Each of my three novels has been an entirely different writing experience. Fireworks began as a short story, and December began as the exploration of a single idea. I came to this novel quite accidentally. I had written the opening scene some years before (probably shortly after the actual quarry incident occurred), and during a case of writer’s block after I had finished December I was poring over old files, stumbled across the scene by the quarry at night, and decided to continue on—to write around in the setting and explore these characters—and to see if anything came of it all. More than either of the other two novels, which I wrote from essentially from start to finish before doing any major revisions, this one was all about writing and rewriting and rewriting again as I went along. I came to many dead ends and road blocks along the way, and again and again I’d have to back up and find a different way forward; again and again I’d have rip things apart and rearrange. Each chapter had at least ten incarnations. Interestingly, this process was not any more time consuming than writing the other two was, though sometimes I felt as if it required reading my own material so often I grew too close to it to make sense of things. When this happened, I’d have to take a week off.

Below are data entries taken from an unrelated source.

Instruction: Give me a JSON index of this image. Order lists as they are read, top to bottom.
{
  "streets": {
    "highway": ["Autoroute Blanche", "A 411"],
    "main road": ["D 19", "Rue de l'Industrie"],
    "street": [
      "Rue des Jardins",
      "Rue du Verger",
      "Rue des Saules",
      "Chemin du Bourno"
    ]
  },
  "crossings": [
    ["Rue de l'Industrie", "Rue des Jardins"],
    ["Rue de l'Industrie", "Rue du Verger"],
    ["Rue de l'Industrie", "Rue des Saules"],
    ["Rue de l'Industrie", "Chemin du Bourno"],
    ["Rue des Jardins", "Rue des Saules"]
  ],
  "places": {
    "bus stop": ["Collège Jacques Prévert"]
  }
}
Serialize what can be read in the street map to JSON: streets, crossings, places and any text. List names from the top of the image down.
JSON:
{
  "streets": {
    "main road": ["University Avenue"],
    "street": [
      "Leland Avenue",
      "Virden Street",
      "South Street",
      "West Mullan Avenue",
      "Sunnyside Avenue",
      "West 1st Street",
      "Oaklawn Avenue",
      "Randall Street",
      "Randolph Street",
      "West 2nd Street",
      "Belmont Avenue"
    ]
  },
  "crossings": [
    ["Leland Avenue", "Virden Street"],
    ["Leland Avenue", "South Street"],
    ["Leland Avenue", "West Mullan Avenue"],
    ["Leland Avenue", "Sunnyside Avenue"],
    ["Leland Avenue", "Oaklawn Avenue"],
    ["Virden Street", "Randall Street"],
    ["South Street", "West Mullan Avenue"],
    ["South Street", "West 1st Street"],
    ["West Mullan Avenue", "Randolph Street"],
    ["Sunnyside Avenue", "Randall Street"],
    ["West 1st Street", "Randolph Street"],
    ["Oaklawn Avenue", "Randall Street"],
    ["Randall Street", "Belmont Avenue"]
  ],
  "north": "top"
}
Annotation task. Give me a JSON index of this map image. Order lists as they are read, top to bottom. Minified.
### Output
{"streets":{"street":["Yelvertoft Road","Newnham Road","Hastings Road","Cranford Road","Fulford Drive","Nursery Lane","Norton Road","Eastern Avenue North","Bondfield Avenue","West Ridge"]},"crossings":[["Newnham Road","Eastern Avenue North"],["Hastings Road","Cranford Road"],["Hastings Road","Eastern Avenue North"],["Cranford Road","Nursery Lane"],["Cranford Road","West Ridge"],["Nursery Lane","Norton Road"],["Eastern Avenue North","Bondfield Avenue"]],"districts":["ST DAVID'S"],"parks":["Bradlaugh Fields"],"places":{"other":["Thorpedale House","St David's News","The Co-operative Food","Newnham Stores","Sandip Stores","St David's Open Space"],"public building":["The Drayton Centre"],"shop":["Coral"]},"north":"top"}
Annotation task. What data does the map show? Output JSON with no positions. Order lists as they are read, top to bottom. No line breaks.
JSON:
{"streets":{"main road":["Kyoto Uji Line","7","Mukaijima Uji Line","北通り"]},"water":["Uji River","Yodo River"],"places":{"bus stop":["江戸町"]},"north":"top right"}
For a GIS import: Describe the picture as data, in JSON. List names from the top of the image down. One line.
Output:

As far as themes that recur throughout the novels, I would say I tend to return again and again to ideas of family, and how various family members relate to, rely on, and affect each other. Families are a curious web that I never seem to tire of exploring.
6. On page 272, you show readers Joan’s manuscript, followed by notes on future chapters and insights on how she works. Would a spy find the same type of notes on your writing desk? How do you tend to work? Do you prefer to submerge yourself and write long days in short spurts, or does slow and steady win the race for you with a few pages every day?
As I wrote this novel, yes, my desk appeared much in the same way that Joan’s does. I kept a notebook beside my computer in which I jotted down ideas for future chapters, asked myself questions, and left little reminders of things I needed to address. I also scrawled out little outlines, delineating a chapter’s scenes to see where there were holes, or else sketching an alternate order in which the scenes might be rearranged to work better. As far as the creation of each chapter, I tended to write scene by scene, and within that, paragraph by paragraph, first writing notes to self about what that scene would achieve, then writing it loosely, then tweaking the language to get it just how I wanted it. Of course, the process of tweaking is never ending. . . . And slow and steady wins the race, for me. I would take myself to my desk each morning and work until I couldn’t anymore. Generally this was about four or five hours, at the end of which I might have several pages, I might have a few sentences, or I may have decided that everything I had written the day before was awful, and sent it to the slush pile.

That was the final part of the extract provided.